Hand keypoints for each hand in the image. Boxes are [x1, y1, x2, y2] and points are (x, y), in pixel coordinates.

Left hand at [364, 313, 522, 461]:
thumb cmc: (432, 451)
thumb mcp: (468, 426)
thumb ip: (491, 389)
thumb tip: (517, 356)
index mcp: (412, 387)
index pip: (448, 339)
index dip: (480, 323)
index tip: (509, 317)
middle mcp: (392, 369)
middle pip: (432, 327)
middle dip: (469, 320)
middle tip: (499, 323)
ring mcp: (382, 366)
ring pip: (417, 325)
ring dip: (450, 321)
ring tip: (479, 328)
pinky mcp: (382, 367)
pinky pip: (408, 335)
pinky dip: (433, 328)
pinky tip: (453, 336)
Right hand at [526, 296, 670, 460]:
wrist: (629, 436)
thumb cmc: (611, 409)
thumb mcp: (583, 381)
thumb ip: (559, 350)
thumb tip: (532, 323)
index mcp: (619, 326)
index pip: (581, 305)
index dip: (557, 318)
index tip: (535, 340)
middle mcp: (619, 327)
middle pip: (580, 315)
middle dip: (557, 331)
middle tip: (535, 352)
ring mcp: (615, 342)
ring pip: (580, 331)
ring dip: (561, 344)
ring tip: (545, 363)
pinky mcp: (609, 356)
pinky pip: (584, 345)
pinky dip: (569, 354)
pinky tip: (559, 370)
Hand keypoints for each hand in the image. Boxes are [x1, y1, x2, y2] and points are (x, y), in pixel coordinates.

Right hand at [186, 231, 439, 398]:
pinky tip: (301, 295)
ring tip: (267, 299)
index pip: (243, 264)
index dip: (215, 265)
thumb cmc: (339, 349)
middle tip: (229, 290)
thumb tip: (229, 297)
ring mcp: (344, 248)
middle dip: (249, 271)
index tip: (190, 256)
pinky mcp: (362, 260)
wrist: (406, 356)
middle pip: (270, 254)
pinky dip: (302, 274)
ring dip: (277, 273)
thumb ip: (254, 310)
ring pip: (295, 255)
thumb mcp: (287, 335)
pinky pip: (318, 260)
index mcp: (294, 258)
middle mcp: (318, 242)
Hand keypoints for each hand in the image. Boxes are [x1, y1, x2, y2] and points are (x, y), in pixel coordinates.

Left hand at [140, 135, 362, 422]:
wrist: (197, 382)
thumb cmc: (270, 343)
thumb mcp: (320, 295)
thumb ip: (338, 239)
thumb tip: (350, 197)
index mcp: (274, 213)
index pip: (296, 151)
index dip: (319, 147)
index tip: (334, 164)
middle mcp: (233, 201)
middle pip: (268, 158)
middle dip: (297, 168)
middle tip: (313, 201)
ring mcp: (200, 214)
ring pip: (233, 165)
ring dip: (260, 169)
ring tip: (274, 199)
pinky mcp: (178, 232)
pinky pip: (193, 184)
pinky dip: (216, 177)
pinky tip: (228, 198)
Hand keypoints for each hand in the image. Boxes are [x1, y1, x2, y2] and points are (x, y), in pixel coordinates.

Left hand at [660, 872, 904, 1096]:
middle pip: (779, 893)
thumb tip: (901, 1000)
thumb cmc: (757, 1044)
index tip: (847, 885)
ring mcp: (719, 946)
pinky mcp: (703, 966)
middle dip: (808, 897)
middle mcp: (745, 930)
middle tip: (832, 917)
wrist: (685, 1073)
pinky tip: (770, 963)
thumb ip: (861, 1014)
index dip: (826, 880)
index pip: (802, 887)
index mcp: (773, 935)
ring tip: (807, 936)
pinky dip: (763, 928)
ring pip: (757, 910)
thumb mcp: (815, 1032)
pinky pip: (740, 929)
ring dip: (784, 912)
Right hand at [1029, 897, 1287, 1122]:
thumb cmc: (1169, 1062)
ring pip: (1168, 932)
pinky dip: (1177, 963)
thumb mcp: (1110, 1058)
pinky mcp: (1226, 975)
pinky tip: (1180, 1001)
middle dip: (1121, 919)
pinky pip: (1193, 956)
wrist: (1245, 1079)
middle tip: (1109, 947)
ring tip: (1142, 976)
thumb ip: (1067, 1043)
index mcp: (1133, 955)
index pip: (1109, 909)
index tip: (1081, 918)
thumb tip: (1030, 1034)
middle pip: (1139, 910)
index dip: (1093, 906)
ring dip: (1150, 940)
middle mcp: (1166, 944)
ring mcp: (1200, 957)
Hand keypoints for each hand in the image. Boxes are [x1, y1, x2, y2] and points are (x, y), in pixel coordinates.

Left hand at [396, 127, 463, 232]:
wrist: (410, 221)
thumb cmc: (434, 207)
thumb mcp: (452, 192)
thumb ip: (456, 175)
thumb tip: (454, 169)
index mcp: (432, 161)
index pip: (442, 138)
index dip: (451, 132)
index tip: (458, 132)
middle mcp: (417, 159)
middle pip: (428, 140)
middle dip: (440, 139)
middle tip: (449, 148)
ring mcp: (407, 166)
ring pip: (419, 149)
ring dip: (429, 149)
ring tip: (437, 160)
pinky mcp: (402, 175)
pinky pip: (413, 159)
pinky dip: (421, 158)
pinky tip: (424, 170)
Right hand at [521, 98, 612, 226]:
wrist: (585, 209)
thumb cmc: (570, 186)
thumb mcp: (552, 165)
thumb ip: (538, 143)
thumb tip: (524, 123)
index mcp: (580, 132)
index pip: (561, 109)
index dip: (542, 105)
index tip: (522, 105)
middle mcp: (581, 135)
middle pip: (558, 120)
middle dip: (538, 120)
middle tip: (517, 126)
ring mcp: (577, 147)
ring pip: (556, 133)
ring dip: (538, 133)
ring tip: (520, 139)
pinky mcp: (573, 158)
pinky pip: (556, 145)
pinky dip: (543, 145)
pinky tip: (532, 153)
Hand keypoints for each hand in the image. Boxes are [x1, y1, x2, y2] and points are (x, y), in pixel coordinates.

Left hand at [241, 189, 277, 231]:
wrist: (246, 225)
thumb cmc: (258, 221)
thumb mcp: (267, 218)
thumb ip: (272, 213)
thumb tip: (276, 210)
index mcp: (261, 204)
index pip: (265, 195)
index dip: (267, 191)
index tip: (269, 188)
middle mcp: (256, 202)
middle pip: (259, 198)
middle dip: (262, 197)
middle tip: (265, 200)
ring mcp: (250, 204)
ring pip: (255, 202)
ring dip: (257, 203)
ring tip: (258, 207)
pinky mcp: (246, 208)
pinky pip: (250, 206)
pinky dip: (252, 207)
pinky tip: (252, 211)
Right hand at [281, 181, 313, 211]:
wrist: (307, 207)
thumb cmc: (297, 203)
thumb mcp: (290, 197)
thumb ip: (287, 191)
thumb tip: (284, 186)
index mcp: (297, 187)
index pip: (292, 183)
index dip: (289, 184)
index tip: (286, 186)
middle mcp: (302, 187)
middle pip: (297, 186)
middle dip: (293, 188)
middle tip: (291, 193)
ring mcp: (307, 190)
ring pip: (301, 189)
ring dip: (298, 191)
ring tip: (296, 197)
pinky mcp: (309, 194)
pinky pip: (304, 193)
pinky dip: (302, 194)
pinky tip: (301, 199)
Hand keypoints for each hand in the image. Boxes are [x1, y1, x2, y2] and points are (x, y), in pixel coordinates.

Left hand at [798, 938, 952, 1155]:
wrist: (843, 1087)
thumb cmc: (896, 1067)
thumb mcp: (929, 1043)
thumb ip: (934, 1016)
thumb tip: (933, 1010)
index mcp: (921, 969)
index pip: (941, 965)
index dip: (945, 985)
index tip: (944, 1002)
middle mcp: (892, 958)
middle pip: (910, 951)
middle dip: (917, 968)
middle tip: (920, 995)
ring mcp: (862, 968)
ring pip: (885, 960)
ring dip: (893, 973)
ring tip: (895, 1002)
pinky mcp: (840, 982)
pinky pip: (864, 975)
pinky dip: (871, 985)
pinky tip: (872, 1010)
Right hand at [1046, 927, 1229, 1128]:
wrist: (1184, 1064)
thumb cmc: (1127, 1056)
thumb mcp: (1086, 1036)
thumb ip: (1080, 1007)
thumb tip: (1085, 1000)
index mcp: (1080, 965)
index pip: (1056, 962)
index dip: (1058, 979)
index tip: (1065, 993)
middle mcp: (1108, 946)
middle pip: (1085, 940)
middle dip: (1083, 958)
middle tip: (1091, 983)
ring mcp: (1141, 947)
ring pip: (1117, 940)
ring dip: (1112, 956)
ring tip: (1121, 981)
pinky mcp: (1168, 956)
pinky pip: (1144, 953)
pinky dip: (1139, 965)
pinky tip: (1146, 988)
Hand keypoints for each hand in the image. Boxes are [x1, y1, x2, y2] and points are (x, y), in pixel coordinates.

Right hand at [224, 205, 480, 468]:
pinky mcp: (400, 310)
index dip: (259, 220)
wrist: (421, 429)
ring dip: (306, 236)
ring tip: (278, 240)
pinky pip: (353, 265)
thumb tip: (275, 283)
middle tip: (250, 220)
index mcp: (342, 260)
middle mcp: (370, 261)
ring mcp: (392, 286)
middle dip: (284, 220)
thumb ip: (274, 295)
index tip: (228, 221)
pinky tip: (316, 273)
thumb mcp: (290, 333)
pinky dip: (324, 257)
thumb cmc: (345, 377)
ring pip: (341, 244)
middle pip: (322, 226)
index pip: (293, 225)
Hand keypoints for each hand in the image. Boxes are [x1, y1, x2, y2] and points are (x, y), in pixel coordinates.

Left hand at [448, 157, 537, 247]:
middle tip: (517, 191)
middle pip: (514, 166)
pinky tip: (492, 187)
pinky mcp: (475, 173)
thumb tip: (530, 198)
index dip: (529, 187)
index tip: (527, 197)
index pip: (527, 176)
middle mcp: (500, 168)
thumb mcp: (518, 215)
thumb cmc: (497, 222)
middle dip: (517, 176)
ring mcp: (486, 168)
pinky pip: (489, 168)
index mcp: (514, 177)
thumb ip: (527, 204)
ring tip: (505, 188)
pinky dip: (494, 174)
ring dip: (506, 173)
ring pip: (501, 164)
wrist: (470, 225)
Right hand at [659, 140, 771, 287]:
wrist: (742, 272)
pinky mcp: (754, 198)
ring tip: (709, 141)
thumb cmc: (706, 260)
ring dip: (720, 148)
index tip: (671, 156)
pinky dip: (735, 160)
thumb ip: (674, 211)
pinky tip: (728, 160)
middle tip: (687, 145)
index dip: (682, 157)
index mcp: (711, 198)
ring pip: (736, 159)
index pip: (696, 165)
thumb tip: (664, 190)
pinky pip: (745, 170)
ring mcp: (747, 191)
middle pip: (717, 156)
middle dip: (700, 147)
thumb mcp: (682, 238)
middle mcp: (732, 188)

--- --- ---

**Instructions to follow**
Of the entries above, repeat exactly the lines between the line with "pinky tip: (301, 199)" and the line with "middle pip: (322, 226)", inclusive, and no others.

**Result of the task**
pinky tip: (301, 199)
Hand keypoints for each hand in the image. Boxes are [x1, y1, x2, y2] and points are (x, y), in pixel coordinates.

Left hand at [798, 938, 952, 1155]:
wrist: (843, 1087)
thumb cmc: (896, 1067)
thumb mcp: (929, 1043)
thumb ip: (934, 1016)
thumb tip: (933, 1010)
index mcp: (921, 969)
index pip: (941, 965)
index dip: (945, 985)
index tip: (944, 1002)
middle mcp: (892, 958)
middle pip: (910, 951)
middle dip: (917, 968)
middle tip: (920, 995)
ring mcp: (862, 968)
ring pip: (885, 960)
ring dip: (893, 973)
ring tip: (895, 1002)
pinky mcp: (840, 982)
pinky pip: (864, 975)
pinky dip: (871, 985)
pinky tip: (872, 1010)
Right hand at [1046, 927, 1229, 1128]:
wrist: (1184, 1064)
thumb cmc: (1127, 1056)
thumb mcp: (1086, 1036)
thumb ip: (1080, 1007)
thumb tip: (1085, 1000)
index mcp: (1080, 965)
index pip: (1056, 962)
index dip: (1058, 979)
index tip: (1065, 993)
middle mcp: (1108, 946)
middle pip: (1085, 940)
middle dip: (1083, 958)
middle tip: (1091, 983)
ring mcp: (1141, 947)
ring pip: (1117, 940)
ring dip: (1112, 956)
ring tip: (1121, 981)
pinky mcp: (1168, 956)
pinky pip: (1144, 953)
pinky dip: (1139, 965)
pinky tip: (1146, 988)
Hand keypoints for each hand in the image. Boxes are [x1, y1, x2, y2] and points are (x, y), in pixel coordinates.

Right hand at [224, 205, 480, 468]:
pinky mcp: (400, 310)
index dip: (259, 220)
wrist: (421, 429)
ring dip: (306, 236)
ring tip: (278, 240)
pinky pip: (353, 265)
thumb tip: (275, 283)
middle tip: (250, 220)
index mcp: (342, 260)
middle mcp: (370, 261)
ring mcp: (392, 286)
middle dip: (284, 220)
thumb ip: (274, 295)
index tip: (228, 221)
pinky tip: (316, 273)
thumb mcp: (290, 333)
pinky dip: (324, 257)
thumb cmc: (345, 377)
ring pip: (341, 244)
middle pip: (322, 226)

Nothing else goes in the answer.